Rumours kept surfacing throughout the afternoon. Nobody would tell us anything. I tried checking my phone but it was in the days before internet on your phone worked. We did have internet on phones (mine didnt actually) but it wasnt called
internet on your phone back then. No sir. It was called WEP/WAP. Either way it was shit. You see, back then internet was written in a different code. A code designed for PC screens and it didnt translate on a phone screen accurately. Whats transpired since then is that internet language has evolved so that web pages aren’t a certain amount of pixels high or wide but rather written to occupy a certain percentage of your screen.
So for example, this blog is arranged that the text is designed to be say 60% of your screen wide.

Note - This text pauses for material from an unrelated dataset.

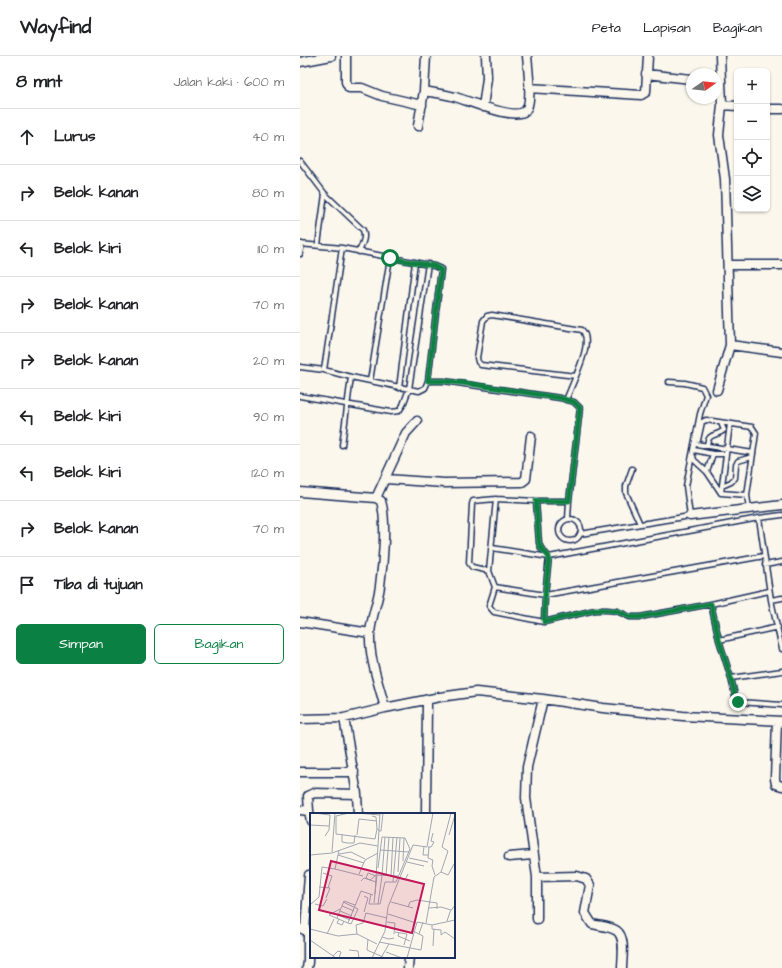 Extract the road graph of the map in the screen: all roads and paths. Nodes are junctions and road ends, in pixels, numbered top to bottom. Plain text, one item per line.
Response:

So if you were on an iphone/psp/ a dell inspiron, it would always be 60% wide, regardless of the size of your screen.
However, back then we still had cathode tubes in the back of our tv and pc screens and by in large most screens were of a very similar size. So the need for this new web language was still a good deal in the future. Not that far actually, as i’m sure you’ve noticed, technology has, and is, developing at an unprecedented rate and who knows when the next language for website design could be developed.
We sat through that afternoon in a terrified ignorance. There were rumours
that more planes had attacked the towers and that that the cold war had started back up, that the U.S’s own government had orchestrated everything and that john morton and
paddy dunne were in love. They were the three main rumours i remember.
Maths class, at around five to four, just as the day was about to end, we got the information we had been looking. The information we would never forget.
Principal Curren, (or DA Curren to the school yard) disrupted the class via the intercom.
He didnt say anything.
He held the microphone up to the radio. Radio one i believe.
All i could hear were the people crying and screaming. “Oh my god there’s another one!??!” and then a bunch of screams and then the radio jockey declared that America was under attack.
I looked across at Mick Minogue. He’d wet his pants.
All i remember is not being able to breathe, and the dust. The dust in Mr Shanahan’s class. My sinus’s were so blocked.
Then a sullen Mr Curren took control of the microphone;
‘…the world has gone mad lads….. go home to ye’re mothers’.
We walked out those gates scared. Scared little school boys trying to find their way in a mans world.
I remember seeing Mrs. Ryan (or MA Ryan to the school yard) sitting in her green ford fiesta, her knuckles clenched white to the steering wheel. Her face aghast with shock, shaking her head in a fit of denial. It was soooo funny. She did the same thing when the foot and mouth broke out the previous February.
We went down to the Arcade, or maybe it was Sherwoods, we wanted to see what was going on. The images were shocking. We stood watching the towers been struck and destroyed on several really big tv’s. The panic and the mayhem.
Matty Gargan’s phone rang, it was his mother. All i remember was him moving aside from the group and hearing;
‘Yeah, I’m all right mam…I’m no where near it’.
Then i went home and hid under my bed till i was sure it was ok to come back out…on September 12th.